Stored items:
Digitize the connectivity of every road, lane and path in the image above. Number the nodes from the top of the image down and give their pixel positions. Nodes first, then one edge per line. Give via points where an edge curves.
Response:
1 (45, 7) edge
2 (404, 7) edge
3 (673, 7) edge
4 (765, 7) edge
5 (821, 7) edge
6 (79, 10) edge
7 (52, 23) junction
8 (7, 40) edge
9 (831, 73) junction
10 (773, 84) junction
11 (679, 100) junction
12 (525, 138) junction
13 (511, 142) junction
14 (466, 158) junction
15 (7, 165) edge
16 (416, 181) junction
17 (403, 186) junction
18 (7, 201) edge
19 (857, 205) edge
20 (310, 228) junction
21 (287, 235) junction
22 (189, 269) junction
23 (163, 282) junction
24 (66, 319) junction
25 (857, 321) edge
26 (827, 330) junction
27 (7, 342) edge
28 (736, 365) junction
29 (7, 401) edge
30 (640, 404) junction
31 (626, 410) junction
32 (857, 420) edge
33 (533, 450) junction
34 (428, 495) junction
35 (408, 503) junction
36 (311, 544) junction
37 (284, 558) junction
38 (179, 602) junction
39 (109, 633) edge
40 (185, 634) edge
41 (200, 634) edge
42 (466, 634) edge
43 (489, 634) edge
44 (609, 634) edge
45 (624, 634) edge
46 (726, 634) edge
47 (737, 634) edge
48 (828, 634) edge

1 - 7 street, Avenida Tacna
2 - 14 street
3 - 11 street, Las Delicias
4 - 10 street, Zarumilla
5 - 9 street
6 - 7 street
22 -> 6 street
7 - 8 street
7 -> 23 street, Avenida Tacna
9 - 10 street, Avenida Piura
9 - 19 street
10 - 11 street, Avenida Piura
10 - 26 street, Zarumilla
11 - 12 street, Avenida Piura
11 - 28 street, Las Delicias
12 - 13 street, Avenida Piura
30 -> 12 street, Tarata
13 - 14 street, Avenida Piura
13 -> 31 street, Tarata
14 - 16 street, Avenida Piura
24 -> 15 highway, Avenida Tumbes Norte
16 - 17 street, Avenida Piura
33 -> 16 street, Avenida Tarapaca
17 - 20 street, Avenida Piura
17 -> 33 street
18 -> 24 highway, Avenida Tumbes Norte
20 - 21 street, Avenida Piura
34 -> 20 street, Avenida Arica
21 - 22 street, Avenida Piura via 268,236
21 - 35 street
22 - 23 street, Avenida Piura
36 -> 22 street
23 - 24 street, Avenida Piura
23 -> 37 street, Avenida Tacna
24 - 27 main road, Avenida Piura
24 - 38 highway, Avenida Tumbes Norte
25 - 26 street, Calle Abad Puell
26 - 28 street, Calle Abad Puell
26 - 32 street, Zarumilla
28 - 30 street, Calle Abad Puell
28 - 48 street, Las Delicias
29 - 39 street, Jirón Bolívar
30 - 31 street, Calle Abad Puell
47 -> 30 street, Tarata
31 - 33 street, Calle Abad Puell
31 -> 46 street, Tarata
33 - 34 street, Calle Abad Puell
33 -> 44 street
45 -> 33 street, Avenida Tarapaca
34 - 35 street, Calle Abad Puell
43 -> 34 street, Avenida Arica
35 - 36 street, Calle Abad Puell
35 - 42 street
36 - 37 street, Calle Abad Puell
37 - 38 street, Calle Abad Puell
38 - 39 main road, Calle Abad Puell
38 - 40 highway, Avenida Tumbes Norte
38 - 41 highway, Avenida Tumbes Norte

#### About this exercise:
The expected result is every record above, duplicated exactly.

#### Task solution:
Digitize the connectivity of every road, lane and path in the image above. Number the nodes from the top of the image down and give their pixel positions. Nodes first, then one edge per line. Give via points where an edge curves.
Response:
1 (45, 7) edge
2 (404, 7) edge
3 (673, 7) edge
4 (765, 7) edge
5 (821, 7) edge
6 (79, 10) edge
7 (52, 23) junction
8 (7, 40) edge
9 (831, 73) junction
10 (773, 84) junction
11 (679, 100) junction
12 (525, 138) junction
13 (511, 142) junction
14 (466, 158) junction
15 (7, 165) edge
16 (416, 181) junction
17 (403, 186) junction
18 (7, 201) edge
19 (857, 205) edge
20 (310, 228) junction
21 (287, 235) junction
22 (189, 269) junction
23 (163, 282) junction
24 (66, 319) junction
25 (857, 321) edge
26 (827, 330) junction
27 (7, 342) edge
28 (736, 365) junction
29 (7, 401) edge
30 (640, 404) junction
31 (626, 410) junction
32 (857, 420) edge
33 (533, 450) junction
34 (428, 495) junction
35 (408, 503) junction
36 (311, 544) junction
37 (284, 558) junction
38 (179, 602) junction
39 (109, 633) edge
40 (185, 634) edge
41 (200, 634) edge
42 (466, 634) edge
43 (489, 634) edge
44 (609, 634) edge
45 (624, 634) edge
46 (726, 634) edge
47 (737, 634) edge
48 (828, 634) edge

1 - 7 street, Avenida Tacna
2 - 14 street
3 - 11 street, Las Delicias
4 - 10 street, Zarumilla
5 - 9 street
6 - 7 street
22 -> 6 street
7 - 8 street
7 -> 23 street, Avenida Tacna
9 - 10 street, Avenida Piura
9 - 19 street
10 - 11 street, Avenida Piura
10 - 26 street, Zarumilla
11 - 12 street, Avenida Piura
11 - 28 street, Las Delicias
12 - 13 street, Avenida Piura
30 -> 12 street, Tarata
13 - 14 street, Avenida Piura
13 -> 31 street, Tarata
14 - 16 street, Avenida Piura
24 -> 15 highway, Avenida Tumbes Norte
16 - 17 street, Avenida Piura
33 -> 16 street, Avenida Tarapaca
17 - 20 street, Avenida Piura
17 -> 33 street
18 -> 24 highway, Avenida Tumbes Norte
20 - 21 street, Avenida Piura
34 -> 20 street, Avenida Arica
21 - 22 street, Avenida Piura via 268,236
21 - 35 street
22 - 23 street, Avenida Piura
36 -> 22 street
23 - 24 street, Avenida Piura
23 -> 37 street, Avenida Tacna
24 - 27 main road, Avenida Piura
24 - 38 highway, Avenida Tumbes Norte
25 - 26 street, Calle Abad Puell
26 - 28 street, Calle Abad Puell
26 - 32 street, Zarumilla
28 - 30 street, Calle Abad Puell
28 - 48 street, Las Delicias
29 - 39 street, Jirón Bolívar
30 - 31 street, Calle Abad Puell
47 -> 30 street, Tarata
31 - 33 street, Calle Abad Puell
31 -> 46 street, Tarata
33 - 34 street, Calle Abad Puell
33 -> 44 street
45 -> 33 street, Avenida Tarapaca
34 - 35 street, Calle Abad Puell
43 -> 34 street, Avenida Arica
35 - 36 street, Calle Abad Puell
35 - 42 street
36 - 37 street, Calle Abad Puell
37 - 38 street, Calle Abad Puell
38 - 39 main road, Calle Abad Puell
38 - 40 highway, Avenida Tumbes Norte
38 - 41 highway, Avenida Tumbes Norte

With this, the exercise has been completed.